The company reported a 56.9 per cent year-on-year drop in the net that Samsung managed to generate in the January-March period at 5.04 trillion won which is the lowest for any quarter for it since the third quarter of 2016, the company said.
Samsung Electronics is arguably the most important company among the large number of companies under the control of the giant Samsung Group and is also by far the biggest amongst the family-controlled conglomerates. Samsung as a group has considerable influence over the South Korean business and economic scene which is the 11th largest economy of the world. The Samsung group is also very critical for the health of the country’s economy.
In recent years, Samsung Electronics has reported record profits despite a series of setbacks which included the company having to make recalls for its products and the jail term sentencing for its de facto chief.
However the scenario is changing fast now because of a drop in global demand for chips and increase in global supply which is causing a drop in chip prices across the board.
There has also been increasing tough competition from Chinese rivals like Huawei in the smartphone market which has tormented the company. In 2017, Huawei surpassed Apple to take second place in terms of the number of smartphones shipped in the year. The company is challenging Samsung because it is offering equal quality and features at lower prices.
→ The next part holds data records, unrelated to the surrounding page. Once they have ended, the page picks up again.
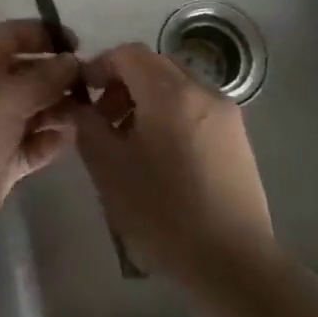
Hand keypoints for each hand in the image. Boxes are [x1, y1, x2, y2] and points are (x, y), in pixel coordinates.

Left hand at [0, 21, 81, 254]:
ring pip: (38, 108)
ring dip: (62, 109)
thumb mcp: (8, 94)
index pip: (18, 34)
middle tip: (98, 86)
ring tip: (92, 113)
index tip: (82, 47)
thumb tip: (73, 60)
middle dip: (62, 75)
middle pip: (32, 72)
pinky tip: (72, 140)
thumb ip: (46, 76)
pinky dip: (53, 140)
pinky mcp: (5, 158)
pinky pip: (36, 143)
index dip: (48, 35)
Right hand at [70, 43, 273, 281]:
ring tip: (130, 141)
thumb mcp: (109, 168)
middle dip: (123, 82)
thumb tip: (80, 105)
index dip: (99, 66)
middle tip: (103, 119)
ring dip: (147, 99)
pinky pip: (195, 108)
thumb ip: (87, 125)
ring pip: (176, 87)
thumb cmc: (162, 212)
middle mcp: (202, 91)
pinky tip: (161, 156)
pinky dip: (171, 115)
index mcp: (170, 93)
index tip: (81, 93)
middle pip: (154, 66)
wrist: (232, 262)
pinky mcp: (238, 138)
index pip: (128, 54)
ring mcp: (226, 114)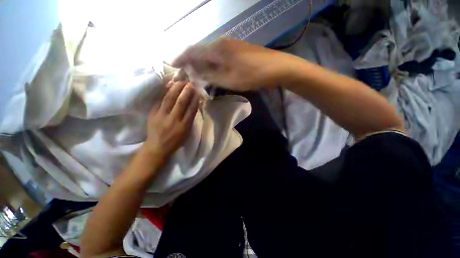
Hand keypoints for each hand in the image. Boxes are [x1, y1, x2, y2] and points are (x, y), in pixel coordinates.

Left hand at [143, 80, 200, 164]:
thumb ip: (190, 119)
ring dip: (175, 88)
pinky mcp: (152, 113)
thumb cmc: (175, 141)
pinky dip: (164, 91)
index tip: (198, 91)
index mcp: (184, 126)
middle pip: (180, 102)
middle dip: (186, 91)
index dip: (195, 99)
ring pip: (169, 99)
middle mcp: (173, 120)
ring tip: (180, 81)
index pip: (191, 110)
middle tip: (190, 83)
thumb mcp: (186, 132)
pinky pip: (159, 100)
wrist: (157, 146)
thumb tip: (193, 104)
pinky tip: (168, 84)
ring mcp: (161, 116)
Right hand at [172, 38, 291, 90]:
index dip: (181, 58)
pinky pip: (219, 56)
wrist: (276, 67)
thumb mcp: (228, 79)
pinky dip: (213, 64)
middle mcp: (221, 43)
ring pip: (210, 54)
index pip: (192, 51)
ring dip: (202, 64)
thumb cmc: (251, 75)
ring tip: (198, 74)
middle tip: (186, 74)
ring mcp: (230, 45)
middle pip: (201, 52)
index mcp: (217, 49)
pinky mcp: (237, 50)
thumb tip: (194, 72)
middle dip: (191, 63)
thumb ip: (210, 75)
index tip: (173, 65)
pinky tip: (213, 70)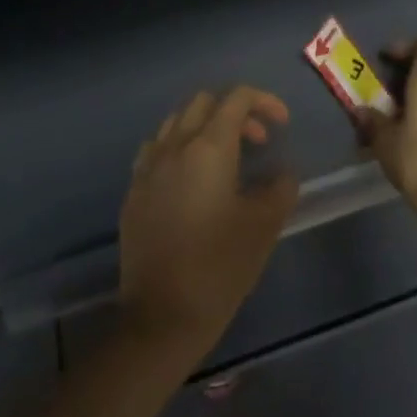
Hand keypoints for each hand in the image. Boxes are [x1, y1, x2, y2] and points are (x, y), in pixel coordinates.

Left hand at [118, 86, 297, 364]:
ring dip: (205, 126)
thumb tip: (281, 172)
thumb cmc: (220, 266)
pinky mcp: (134, 193)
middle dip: (235, 111)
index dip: (264, 101)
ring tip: (226, 159)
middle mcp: (174, 147)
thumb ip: (280, 187)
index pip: (236, 98)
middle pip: (203, 102)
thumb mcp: (265, 225)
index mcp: (208, 147)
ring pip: (176, 122)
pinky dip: (180, 148)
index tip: (282, 125)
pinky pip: (157, 150)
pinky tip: (192, 180)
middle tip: (257, 141)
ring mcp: (148, 168)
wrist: (161, 318)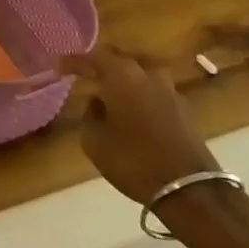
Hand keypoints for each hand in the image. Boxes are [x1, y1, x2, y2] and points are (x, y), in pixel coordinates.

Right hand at [62, 46, 219, 206]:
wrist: (190, 190)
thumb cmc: (134, 161)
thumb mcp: (95, 141)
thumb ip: (90, 115)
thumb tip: (98, 103)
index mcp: (122, 75)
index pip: (93, 57)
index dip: (73, 61)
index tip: (58, 66)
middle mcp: (147, 74)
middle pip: (120, 59)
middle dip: (101, 65)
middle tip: (85, 75)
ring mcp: (170, 90)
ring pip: (140, 74)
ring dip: (123, 80)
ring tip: (109, 94)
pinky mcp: (184, 109)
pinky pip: (153, 91)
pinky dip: (139, 94)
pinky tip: (131, 110)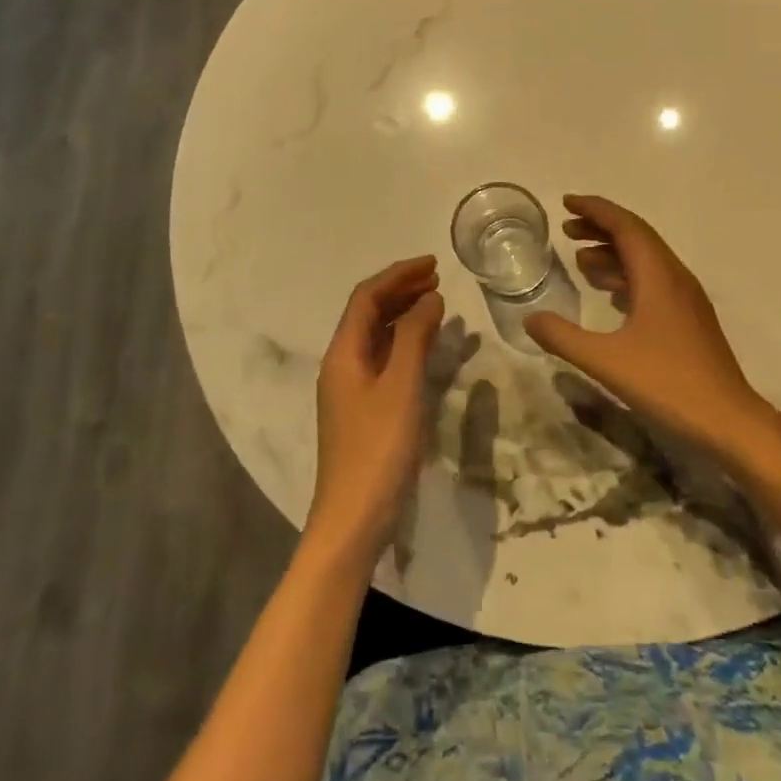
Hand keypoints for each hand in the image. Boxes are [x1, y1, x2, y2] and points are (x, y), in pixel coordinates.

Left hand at [307, 255, 445, 563]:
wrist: (355, 517)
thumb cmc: (378, 448)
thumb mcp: (401, 387)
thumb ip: (414, 338)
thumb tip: (429, 298)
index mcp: (343, 353)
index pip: (366, 298)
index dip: (398, 275)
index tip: (433, 263)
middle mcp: (342, 364)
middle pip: (368, 313)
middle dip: (401, 290)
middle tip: (438, 279)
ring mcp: (351, 388)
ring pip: (377, 337)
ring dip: (404, 315)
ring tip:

“Mobile displays suffered slower demand and intensifying competition with LTPS LCDs,” the company said in a statement.
“Large displays also took a hit from a continued decline in LCD panel prices amid weak seasonality.”
After South Korea won the global race to commercially launch the world’s first nationwide 5G networks, Samsung launched its top-end S10 5G smartphone earlier this month.
However the company decided to postpone the launch of its $2,000 foldable smartphone in et United States last week after there were reports of screen problems within days of use in the phones that the company had distributed among reviewers.
Despite the Samsung foldable phone not being the first of its kind to be launched in the market this year, the company was hoping that the model would generate demand as existing customers people upgraded to it and that a sector that has been craving for new innovations for demand growth would be revived.
It should be noted that Samsung is also supplier and screens and memory chips for its own smartphones as well as for those of Apple and provides high end chips for large capacity servers used in cloud companies by companies such as Amazon.